(58)【調査した分野】(Int.Cl.,DB名)
Aピラー部、ドアミラー部、Cピラー部、を含む車両形状を検出する車形検知部を備え、被洗浄車両の側面をブラッシングするサイドブラシを用いて被洗浄車両と洗車機本体を前後方向に相対移動させながら洗車を行う洗車機の洗車方法であって、
前記サイドブラシは、被洗浄車両の幅方向に移動可能で当該幅方向に相当する左右方向および前後方向に傾動可能で且つ回転可能に支持され、前記サイドブラシを回転させながら被洗浄車両の側面を前方のボンネット部からAピラー部、ドアミラー部、Cピラー部、と後方に向けてブラッシングしていくと共に、
前記サイドブラシは、ドアミラー部を経過するまでは、前後方向正立状態で駆動され、ドアミラー部を経過した後に、サイドブラシの上部が前側に傾倒した第1傾斜姿勢に変位し、ドアミラー部とCピラー部との間は、第1傾斜姿勢を維持してブラッシングすることを特徴とする洗車方法。

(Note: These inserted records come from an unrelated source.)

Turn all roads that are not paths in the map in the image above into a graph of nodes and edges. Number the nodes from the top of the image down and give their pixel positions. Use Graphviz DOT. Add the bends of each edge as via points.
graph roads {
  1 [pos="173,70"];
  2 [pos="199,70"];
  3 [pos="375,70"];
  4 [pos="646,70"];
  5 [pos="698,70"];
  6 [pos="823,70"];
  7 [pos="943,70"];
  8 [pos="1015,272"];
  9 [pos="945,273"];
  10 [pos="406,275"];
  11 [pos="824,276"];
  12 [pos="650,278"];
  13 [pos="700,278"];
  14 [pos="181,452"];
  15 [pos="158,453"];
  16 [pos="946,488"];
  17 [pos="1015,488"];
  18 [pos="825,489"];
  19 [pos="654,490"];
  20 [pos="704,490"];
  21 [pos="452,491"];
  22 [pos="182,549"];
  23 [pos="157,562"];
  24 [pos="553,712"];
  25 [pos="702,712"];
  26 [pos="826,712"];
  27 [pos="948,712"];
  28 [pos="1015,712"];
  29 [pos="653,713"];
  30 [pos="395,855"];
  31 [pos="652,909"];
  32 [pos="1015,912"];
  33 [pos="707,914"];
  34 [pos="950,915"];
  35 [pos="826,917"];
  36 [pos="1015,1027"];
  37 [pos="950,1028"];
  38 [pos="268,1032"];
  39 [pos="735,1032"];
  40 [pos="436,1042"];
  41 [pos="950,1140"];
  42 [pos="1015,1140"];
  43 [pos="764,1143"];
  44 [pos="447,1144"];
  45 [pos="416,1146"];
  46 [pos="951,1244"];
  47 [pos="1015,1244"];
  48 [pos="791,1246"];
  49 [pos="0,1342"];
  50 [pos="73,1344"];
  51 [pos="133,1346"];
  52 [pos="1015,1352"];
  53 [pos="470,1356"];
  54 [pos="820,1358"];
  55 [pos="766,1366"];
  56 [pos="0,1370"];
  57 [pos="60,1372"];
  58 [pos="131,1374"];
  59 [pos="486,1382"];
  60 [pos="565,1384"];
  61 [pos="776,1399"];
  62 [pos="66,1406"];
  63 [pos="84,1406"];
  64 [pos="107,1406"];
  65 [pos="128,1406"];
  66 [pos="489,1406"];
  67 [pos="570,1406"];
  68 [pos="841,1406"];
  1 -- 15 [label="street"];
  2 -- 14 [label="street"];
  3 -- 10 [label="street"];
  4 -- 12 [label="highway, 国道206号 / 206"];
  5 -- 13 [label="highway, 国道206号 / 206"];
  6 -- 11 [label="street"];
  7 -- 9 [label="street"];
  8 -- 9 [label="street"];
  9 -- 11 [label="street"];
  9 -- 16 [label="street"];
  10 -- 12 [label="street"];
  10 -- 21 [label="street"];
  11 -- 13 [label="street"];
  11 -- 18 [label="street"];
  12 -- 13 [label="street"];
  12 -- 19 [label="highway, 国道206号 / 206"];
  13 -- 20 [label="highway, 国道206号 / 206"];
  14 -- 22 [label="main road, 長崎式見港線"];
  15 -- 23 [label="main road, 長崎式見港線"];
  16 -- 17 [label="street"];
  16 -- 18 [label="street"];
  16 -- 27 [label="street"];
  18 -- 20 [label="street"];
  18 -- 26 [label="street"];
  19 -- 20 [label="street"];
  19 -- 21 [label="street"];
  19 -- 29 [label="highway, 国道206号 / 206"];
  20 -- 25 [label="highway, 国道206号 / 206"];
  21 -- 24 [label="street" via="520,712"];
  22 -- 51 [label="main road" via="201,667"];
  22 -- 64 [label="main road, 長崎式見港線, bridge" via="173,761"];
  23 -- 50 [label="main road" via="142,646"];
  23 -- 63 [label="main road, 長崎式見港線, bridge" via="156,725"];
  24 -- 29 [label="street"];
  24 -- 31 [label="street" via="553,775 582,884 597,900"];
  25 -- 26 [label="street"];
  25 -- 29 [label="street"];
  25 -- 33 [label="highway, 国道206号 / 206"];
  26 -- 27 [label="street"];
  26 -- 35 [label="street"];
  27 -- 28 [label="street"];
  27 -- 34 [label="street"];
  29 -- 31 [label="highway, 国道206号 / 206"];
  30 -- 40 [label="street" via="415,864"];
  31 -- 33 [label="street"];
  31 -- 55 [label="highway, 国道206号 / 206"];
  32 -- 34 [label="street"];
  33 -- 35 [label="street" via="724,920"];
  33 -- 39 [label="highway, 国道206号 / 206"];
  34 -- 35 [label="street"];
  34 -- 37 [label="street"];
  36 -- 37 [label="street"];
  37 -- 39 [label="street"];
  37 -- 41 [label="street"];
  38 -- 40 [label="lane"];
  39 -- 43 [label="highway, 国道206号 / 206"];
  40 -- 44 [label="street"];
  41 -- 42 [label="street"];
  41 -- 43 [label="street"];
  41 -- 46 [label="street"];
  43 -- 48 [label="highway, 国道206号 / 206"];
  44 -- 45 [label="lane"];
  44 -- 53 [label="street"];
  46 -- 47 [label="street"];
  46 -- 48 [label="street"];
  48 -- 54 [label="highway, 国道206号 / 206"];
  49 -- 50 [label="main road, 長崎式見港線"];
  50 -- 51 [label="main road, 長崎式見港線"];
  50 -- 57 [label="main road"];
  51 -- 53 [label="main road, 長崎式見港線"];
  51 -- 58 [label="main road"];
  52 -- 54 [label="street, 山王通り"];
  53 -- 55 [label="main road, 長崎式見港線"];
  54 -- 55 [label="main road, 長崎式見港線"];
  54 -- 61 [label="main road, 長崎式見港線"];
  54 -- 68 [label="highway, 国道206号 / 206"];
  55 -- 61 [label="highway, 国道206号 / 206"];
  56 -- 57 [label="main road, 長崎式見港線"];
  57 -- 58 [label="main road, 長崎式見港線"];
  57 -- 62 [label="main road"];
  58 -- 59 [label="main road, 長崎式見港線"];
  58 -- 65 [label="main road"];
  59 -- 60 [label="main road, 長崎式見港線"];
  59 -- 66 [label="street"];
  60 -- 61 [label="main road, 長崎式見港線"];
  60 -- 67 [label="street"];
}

前記サイドブラシは、Aピラー部からCピラー部の前までは車体表面を前方から後方に向けてブラッシングする第1回転方向でブラッシングし、Cピラー部に到達する前に第1回転方向とは逆の第2回転方向に変更してその後のブラッシングを続行することを特徴とする請求項1に記載の洗車方法。
前記サイドブラシは、Cピラー部経過後に第1傾斜姿勢から前後方向正立状態に戻ると共に、この姿勢変位時には前記相対移動の速度を高速にすることを特徴とする請求項1から3のいずれかに記載の洗車方法。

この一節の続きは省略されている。